In strict functional languages with immutable data (e.g. Erlang), it is very easy to implement automatic memory management (garbage collection), as there are no possible cycles in variables references. For example in Erlang, all arguments and variables are allocated on the heap, but references to them are additionally stored on the stack. After a function returns, references are still valid. Heap cleaning is done by incremental garbage collector.

In ML, local variables are allocated on a linear stack . When a closure is created, it copies the values of those variables that are needed by the closure into the closure's data structure.

Scheme, which has an ALGOL-like lexical scope system with dynamic variables and garbage collection, lacks a stack programming model and does not suffer from the limitations of stack-based languages. Closures are expressed naturally in Scheme. The lambda form encloses the code and the free variables of its environment, persists within the program as long as it can possibly be accessed, and can be used as freely as any other Scheme expression.

Closures are closely related to Actors in the Actor model of concurrent computation where the values in the function's lexical environment are called acquaintances. An important issue for closures in concurrent programming languages is whether the variables in a closure can be updated and, if so, how these updates can be synchronized. Actors provide one solution.[9]

Applications

First-class functions

Closures typically appear in languages in which functions are first-class values—in other words, such languages allow functions to be passed as arguments, returned from function calls, bound to variable names, etc., just like simpler types such as strings and integers. For example, consider the following Scheme function:

; Return a list of all books with at least THRESHOLD copies sold.
 

In this example, the lambda expression (lambda (book) (>= (book-sales book) threshold)) appears within the function best-selling-books. When the lambda expression is evaluated, Scheme creates a closure consisting of the code for the lambda expression and a reference to the threshold variable, which is a free variable inside the lambda expression.

The closure is then passed to the filter function, which calls it repeatedly to determine which books are to be added to the result list and which are to be discarded. Because the closure itself has a reference to threshold, it can use that variable each time filter calls it. The function filter itself might be defined in a completely separate file.
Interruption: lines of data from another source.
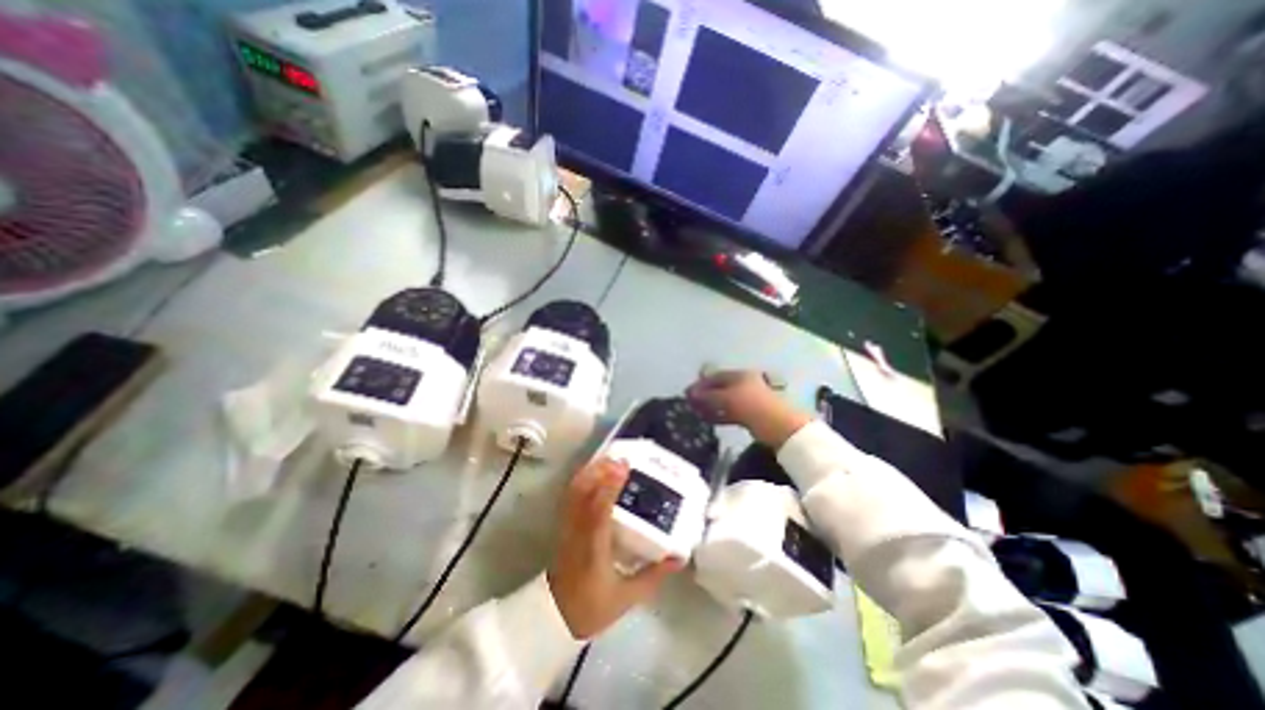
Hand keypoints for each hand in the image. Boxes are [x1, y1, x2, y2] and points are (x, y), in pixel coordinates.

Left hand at [545, 459, 681, 640]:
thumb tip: (679, 557)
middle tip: (620, 458)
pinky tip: (595, 474)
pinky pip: (571, 496)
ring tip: (609, 460)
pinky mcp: (563, 526)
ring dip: (590, 472)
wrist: (554, 618)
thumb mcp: (628, 597)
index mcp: (593, 549)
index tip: (623, 466)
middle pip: (582, 493)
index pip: (599, 511)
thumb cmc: (592, 607)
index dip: (609, 486)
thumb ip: (654, 575)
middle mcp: (577, 532)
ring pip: (574, 491)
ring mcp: (567, 527)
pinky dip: (582, 480)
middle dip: (599, 471)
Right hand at [692, 368, 809, 445]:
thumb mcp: (728, 399)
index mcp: (740, 376)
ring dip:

Here is the same example rewritten in JavaScript, another popular language with support for closures:

// Return a list of all books with at least 'threshold' copies sold.
function bestSellingBooks(threshold) {
  return bookList.filter(
      function (book) { return book.sales >= threshold; }
    );
}

The function keyword is used here instead of lambda, and an Array.filter method[10] instead of a global filter function, but otherwise the structure and the effect of the code are the same.

A function may create a closure and return it, as in the following example:

// Return a function that approximates the derivative of f
// using an interval of dx, which should be appropriately small.
function derivative(f, dx) {
  return function (x) {
    return (f(x + dx) - f(x)) / dx;
  };
}

Because the closure in this case outlives the scope of the function that creates it, the variables f and dx live on after the function derivative returns. In languages without closures, the lifetime of a local variable coincides with the execution of the scope where that variable is declared. In languages with closures, variables must continue to exist as long as any existing closures have references to them. This is most commonly implemented using some form of garbage collection.

State representation

A closure can be used to associate a function with a set of "private" variables, which persist over several invocations of the function. The scope of the variable encompasses only the closed-over function, so it cannot be accessed from other program code.
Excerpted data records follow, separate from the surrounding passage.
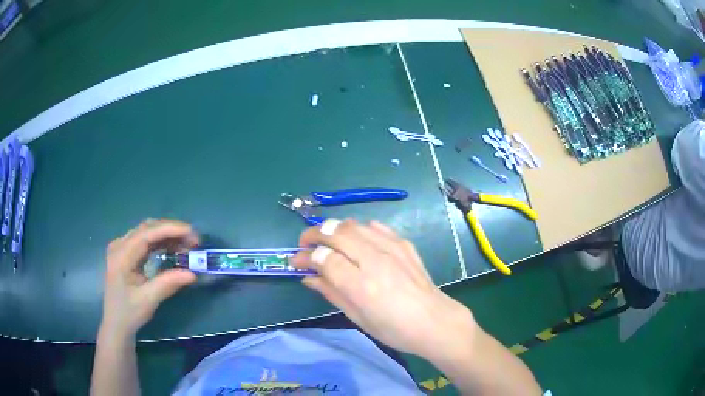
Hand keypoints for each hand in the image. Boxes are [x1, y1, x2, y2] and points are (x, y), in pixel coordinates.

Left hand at [100, 219, 198, 339]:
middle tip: (194, 241)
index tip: (191, 233)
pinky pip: (146, 240)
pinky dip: (161, 242)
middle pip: (147, 228)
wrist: (116, 323)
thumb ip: (168, 284)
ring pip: (148, 232)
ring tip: (187, 245)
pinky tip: (173, 249)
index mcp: (121, 255)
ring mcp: (122, 247)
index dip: (169, 229)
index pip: (146, 233)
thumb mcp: (148, 300)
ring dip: (168, 236)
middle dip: (172, 231)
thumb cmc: (129, 313)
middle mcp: (120, 245)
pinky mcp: (127, 253)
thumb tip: (192, 274)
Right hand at [291, 218, 477, 360]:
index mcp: (362, 286)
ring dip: (333, 228)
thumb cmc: (393, 329)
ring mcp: (392, 248)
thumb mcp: (358, 318)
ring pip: (353, 224)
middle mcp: (375, 261)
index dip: (305, 257)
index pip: (324, 258)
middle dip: (313, 234)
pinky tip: (355, 240)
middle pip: (335, 232)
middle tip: (304, 243)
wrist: (434, 321)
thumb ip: (331, 293)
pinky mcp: (403, 243)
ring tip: (326, 240)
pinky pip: (374, 226)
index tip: (295, 261)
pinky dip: (358, 228)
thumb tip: (308, 276)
In stateful languages, closures can thus be used to implement paradigms for state representation and information hiding, since the closure's upvalues (its closed-over variables) are of indefinite extent, so a value established in one invocation remains available in the next. Closures used in this way no longer have referential transparency, and are thus no longer pure functions; nevertheless, they are commonly used in "near-functional" languages such as Scheme.

Other Uses

Closures have many uses:

"none"; prints "none"
"meet me by the docks at midnight"; prints "meet me by the docks at midnight"
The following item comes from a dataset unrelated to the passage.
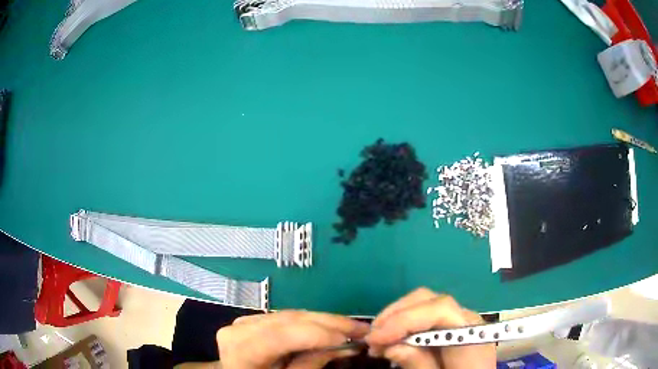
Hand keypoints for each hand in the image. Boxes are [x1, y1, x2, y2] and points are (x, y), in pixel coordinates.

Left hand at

Note: Some speakers call any data structure that binds a lexical environment a closure, but the term usually refers specifically to functions.

Differences in semantics

Lexical environment

As different languages do not always have a common definition of the lexical environment, their definitions of closure may vary also. The commonly held minimalist definition of the lexical environment defines it as a set of all bindings of variables in the scope, and that is also what closures in any language have to capture. However the meaning of a variable binding also differs. In imperative languages, variables bind to relative locations in memory that can store values. Although the relative location of a binding does not change at runtime, the value in the bound location can. In such languages, since closure captures the binding, any operation on the variable, whether done from the closure or not, are performed on the same relative memory location. Here is an example illustrating the concept in ECMAScript, which is one such language:

var f, g;
function foo() {
  var x = 0;
  f = function() { return ++x; };
  g = function() { return --x; };
  x = 1;
  alert('inside foo, call to f(): ' + f()); // "2"
}
foo();
alert('call to g(): ' + g()); // "1"
alert('call to f(): ' + f()); // "2"

Note how function foo and the closures referred to by variables f and g all use the same relative memory location signified by local variable x.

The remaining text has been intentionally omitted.